## TRY IT
The answer must be a single number: how many lines in the entries below contain the word "Build".

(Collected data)
━━━━━━━━━━
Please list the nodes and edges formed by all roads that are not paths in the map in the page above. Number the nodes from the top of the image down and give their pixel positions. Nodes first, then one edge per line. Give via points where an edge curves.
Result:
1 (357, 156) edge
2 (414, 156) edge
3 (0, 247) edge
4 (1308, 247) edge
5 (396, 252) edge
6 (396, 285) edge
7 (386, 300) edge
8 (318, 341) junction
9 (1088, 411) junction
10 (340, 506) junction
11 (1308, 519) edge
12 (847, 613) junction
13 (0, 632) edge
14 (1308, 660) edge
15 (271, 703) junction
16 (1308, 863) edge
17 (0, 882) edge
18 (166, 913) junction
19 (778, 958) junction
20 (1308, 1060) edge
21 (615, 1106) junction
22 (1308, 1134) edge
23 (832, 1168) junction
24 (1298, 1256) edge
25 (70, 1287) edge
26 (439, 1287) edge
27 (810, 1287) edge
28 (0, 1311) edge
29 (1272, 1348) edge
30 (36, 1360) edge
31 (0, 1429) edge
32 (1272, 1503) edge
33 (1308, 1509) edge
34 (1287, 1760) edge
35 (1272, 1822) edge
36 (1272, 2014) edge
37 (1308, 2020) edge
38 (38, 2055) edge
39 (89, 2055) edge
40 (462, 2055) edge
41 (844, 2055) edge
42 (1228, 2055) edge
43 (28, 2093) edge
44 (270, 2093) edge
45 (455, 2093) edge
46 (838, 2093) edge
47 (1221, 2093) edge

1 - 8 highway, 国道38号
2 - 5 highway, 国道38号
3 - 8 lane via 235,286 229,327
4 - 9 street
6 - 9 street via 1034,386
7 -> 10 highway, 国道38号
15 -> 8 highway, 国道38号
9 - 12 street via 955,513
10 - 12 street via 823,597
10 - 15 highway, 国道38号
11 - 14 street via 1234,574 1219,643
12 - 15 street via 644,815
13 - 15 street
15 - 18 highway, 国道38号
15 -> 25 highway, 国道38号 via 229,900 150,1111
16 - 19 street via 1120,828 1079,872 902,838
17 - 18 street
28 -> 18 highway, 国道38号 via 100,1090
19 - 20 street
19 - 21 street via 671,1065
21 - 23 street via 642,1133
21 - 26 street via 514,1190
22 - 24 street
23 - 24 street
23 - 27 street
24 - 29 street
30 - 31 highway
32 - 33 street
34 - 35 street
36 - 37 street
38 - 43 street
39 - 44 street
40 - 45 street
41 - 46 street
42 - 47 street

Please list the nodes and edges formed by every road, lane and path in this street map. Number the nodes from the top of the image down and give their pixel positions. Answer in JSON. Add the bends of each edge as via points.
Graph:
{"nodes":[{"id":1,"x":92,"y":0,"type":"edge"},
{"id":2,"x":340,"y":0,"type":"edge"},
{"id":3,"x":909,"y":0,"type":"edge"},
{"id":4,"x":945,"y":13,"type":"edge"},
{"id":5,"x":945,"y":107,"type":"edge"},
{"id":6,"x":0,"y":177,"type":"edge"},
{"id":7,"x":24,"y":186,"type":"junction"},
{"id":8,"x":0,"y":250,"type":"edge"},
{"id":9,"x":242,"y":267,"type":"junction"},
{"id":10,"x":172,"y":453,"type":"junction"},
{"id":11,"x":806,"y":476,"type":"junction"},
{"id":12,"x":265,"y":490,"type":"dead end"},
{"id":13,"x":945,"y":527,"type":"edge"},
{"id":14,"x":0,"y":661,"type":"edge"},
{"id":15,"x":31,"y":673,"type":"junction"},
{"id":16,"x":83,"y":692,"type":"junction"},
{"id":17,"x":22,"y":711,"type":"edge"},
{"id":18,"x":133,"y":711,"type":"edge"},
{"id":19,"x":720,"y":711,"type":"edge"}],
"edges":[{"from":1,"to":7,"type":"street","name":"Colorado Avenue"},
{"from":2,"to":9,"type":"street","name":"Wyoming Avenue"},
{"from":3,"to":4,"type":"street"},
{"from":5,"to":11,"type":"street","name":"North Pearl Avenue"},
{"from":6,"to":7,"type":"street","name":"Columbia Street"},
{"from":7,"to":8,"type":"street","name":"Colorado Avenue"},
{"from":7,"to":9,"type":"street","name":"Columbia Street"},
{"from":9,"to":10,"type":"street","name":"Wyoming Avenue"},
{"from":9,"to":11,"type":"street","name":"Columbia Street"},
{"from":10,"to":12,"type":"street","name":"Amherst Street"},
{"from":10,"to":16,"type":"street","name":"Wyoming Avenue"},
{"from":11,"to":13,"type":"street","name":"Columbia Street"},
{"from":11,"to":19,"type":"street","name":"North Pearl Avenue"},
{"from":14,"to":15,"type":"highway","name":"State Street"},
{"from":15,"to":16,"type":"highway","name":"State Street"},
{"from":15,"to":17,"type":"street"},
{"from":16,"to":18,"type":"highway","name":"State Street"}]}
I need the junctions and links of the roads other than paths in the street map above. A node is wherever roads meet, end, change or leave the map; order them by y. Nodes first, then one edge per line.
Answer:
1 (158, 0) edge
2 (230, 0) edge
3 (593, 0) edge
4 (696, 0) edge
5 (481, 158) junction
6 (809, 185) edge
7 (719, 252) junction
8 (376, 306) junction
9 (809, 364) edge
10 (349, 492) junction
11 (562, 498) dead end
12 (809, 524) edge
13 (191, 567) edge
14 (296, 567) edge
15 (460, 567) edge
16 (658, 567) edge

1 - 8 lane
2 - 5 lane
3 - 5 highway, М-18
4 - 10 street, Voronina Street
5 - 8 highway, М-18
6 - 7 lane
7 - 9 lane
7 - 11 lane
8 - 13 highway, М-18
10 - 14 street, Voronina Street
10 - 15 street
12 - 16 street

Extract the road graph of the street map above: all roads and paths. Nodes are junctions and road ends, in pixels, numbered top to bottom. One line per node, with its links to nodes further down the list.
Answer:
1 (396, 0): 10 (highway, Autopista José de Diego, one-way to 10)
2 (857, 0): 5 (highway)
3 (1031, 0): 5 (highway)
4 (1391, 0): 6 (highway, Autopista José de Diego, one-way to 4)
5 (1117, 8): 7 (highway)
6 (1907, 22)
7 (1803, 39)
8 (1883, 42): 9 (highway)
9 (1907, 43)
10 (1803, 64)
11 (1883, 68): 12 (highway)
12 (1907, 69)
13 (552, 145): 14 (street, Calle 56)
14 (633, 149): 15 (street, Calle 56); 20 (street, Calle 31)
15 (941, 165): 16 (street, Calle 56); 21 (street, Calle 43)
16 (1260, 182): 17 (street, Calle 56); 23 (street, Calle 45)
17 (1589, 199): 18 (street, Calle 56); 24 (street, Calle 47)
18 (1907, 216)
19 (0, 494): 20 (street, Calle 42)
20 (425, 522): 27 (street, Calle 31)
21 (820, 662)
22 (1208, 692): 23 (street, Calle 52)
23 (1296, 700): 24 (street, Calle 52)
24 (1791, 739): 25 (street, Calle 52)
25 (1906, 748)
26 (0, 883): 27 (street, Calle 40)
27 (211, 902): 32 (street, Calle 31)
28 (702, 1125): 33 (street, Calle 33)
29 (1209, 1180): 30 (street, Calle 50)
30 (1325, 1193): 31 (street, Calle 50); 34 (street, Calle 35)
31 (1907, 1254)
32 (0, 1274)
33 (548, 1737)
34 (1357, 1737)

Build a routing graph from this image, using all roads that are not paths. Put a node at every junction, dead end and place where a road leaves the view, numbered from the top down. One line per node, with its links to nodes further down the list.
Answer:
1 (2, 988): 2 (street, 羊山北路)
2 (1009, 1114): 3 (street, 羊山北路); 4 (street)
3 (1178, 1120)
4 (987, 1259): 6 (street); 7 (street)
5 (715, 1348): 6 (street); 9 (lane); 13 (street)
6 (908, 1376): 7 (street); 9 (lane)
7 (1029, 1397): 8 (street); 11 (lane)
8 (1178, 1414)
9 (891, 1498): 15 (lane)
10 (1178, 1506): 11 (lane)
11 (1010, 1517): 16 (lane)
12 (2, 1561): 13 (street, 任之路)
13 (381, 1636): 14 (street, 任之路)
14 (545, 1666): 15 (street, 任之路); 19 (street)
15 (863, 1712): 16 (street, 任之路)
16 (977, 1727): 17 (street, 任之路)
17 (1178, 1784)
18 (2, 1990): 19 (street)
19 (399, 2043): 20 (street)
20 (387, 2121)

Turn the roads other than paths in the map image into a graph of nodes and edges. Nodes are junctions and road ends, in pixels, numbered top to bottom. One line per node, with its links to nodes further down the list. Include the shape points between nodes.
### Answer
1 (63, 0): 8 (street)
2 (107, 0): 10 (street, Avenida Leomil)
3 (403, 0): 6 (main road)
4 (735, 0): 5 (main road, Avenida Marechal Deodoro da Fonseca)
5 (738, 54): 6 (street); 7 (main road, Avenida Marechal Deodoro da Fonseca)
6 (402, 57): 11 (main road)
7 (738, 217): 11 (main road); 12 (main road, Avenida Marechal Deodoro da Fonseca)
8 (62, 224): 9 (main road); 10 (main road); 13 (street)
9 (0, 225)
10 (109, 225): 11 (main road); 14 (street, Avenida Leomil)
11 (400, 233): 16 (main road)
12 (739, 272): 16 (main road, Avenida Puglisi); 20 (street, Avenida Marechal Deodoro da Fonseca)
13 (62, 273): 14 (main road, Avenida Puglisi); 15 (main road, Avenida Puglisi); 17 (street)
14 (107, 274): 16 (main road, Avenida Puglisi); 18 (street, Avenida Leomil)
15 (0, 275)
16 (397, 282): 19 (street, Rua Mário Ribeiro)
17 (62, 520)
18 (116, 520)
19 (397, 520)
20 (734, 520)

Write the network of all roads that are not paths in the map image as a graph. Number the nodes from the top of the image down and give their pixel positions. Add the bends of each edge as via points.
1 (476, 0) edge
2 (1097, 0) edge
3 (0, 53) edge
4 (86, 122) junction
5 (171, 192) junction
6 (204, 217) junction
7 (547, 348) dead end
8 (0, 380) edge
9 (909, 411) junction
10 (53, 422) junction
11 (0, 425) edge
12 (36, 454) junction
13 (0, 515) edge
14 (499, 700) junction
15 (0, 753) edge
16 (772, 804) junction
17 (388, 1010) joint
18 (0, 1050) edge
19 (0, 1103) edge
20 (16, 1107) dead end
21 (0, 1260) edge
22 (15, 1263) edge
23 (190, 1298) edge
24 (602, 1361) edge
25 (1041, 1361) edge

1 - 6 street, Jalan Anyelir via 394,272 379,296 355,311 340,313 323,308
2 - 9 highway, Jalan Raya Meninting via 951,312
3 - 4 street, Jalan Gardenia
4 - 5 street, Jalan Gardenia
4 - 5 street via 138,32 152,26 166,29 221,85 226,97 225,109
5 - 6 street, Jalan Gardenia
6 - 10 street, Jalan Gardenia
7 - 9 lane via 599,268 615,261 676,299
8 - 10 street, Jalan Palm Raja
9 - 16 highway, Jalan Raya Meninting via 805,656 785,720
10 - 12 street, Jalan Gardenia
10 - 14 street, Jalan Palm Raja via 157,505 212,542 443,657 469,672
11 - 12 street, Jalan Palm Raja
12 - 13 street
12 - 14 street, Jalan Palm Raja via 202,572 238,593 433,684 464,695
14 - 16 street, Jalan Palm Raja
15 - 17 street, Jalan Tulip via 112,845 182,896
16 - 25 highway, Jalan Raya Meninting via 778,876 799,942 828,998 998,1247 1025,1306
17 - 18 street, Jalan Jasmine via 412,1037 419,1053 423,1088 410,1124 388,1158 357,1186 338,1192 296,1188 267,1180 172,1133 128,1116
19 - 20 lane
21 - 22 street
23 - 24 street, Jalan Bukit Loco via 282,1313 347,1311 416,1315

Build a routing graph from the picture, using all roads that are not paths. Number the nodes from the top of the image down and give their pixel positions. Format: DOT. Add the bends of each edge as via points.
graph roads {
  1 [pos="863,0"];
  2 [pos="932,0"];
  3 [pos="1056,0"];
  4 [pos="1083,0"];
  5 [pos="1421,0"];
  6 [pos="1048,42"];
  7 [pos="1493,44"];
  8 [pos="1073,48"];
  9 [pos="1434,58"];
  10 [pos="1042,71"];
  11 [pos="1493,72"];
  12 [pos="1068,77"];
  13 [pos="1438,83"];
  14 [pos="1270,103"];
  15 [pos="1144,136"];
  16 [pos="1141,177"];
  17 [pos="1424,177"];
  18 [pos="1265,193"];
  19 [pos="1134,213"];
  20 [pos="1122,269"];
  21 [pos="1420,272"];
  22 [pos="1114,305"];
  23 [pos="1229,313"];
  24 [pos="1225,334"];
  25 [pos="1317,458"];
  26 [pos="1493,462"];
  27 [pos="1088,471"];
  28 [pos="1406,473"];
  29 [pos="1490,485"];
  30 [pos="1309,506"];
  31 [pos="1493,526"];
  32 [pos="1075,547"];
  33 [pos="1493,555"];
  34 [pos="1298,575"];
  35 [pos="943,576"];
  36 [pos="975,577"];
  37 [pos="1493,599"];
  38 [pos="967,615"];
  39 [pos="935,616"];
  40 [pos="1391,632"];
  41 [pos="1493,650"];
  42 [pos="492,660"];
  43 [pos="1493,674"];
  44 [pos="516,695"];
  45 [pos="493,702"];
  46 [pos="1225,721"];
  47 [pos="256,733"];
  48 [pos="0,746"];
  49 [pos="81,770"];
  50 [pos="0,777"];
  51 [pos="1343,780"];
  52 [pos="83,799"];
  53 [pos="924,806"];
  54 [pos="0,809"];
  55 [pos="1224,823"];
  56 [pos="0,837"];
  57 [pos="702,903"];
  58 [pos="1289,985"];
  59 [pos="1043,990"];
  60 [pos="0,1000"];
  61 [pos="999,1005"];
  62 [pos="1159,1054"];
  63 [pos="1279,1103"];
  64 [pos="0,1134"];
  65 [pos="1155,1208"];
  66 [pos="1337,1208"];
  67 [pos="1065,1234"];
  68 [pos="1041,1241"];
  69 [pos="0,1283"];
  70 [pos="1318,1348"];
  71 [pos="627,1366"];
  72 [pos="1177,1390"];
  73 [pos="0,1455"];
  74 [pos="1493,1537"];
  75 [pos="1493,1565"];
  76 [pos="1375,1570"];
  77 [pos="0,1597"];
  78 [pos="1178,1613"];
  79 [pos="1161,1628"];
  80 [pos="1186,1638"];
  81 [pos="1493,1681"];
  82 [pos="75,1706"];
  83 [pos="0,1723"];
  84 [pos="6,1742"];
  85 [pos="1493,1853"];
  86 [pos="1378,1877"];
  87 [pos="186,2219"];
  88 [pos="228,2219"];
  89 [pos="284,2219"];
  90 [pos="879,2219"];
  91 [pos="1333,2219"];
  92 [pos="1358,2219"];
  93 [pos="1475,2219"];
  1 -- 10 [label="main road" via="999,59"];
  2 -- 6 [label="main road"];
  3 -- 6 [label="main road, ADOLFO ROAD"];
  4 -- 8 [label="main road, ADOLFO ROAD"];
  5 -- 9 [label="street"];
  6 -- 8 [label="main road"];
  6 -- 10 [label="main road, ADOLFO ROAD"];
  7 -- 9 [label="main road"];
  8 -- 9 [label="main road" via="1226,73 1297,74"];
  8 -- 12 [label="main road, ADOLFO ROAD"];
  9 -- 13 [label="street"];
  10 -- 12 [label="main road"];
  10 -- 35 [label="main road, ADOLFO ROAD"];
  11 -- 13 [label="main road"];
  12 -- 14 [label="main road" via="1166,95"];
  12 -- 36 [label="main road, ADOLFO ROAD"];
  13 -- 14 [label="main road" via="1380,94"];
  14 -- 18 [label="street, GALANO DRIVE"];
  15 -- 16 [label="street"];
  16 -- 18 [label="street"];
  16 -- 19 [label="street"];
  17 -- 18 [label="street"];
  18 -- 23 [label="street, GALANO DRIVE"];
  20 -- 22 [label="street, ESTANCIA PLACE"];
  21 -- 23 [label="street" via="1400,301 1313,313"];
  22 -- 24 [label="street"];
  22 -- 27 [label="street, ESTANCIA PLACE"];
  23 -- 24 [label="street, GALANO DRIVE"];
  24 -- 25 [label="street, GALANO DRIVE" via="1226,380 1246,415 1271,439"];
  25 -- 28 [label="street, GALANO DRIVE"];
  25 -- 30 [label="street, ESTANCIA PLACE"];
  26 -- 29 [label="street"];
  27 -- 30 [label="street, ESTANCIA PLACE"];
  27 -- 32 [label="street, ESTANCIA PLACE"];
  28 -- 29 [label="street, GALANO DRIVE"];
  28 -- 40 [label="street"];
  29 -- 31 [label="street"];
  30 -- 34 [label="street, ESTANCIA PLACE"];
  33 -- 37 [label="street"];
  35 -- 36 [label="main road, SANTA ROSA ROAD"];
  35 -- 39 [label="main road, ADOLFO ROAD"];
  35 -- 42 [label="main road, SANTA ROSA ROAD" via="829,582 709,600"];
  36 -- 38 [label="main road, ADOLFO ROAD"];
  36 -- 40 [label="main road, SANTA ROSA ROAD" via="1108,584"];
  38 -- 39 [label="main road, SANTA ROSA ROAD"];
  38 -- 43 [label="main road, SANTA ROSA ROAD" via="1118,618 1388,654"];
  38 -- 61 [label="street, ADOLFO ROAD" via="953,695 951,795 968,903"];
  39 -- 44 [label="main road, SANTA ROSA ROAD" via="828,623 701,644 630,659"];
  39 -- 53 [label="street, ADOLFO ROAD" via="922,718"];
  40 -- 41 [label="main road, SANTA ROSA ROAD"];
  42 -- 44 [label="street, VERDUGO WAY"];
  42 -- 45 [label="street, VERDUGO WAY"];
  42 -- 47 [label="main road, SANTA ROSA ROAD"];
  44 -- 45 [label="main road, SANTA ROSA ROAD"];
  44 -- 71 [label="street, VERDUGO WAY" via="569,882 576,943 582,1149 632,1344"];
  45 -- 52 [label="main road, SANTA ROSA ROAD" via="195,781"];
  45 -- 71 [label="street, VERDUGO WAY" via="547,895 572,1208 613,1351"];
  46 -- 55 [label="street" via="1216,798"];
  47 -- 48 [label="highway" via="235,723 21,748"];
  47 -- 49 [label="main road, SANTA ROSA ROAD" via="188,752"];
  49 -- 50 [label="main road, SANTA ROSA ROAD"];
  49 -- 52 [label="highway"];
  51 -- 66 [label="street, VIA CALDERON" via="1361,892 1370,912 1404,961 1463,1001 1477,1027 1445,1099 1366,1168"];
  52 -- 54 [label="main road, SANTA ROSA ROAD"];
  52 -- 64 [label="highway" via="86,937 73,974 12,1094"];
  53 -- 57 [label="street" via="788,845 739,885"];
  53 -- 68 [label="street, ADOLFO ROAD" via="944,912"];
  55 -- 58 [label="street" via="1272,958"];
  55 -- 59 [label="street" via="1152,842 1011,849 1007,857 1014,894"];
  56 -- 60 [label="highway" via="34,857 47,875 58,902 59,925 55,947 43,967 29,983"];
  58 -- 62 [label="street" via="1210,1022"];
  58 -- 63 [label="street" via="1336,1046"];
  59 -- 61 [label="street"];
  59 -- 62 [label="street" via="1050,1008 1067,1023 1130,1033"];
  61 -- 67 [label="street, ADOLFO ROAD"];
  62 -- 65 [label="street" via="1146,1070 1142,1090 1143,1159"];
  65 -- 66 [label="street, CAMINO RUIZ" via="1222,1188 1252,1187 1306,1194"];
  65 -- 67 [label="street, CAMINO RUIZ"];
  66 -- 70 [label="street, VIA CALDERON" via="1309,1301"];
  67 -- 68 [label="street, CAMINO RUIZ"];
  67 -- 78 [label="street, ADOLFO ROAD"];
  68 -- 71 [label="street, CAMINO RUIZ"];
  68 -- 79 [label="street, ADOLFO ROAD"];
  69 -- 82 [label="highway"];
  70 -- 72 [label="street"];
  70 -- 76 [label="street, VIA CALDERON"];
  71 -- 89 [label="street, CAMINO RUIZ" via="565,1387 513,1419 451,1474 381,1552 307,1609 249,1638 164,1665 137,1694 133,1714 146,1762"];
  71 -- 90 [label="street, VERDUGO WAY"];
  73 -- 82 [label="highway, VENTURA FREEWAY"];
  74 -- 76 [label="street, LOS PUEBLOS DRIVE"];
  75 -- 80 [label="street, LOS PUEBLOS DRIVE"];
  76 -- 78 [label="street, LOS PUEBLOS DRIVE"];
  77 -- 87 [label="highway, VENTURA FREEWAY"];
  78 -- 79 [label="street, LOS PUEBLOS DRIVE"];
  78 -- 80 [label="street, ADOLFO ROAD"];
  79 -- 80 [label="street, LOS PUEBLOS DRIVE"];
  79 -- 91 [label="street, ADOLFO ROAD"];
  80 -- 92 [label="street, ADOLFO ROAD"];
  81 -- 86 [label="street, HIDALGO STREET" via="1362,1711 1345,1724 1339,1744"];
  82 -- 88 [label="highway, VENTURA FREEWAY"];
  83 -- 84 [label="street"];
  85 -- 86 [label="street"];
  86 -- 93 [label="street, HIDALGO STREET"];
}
━━━━━━━━━━
## ANSWER AREA
2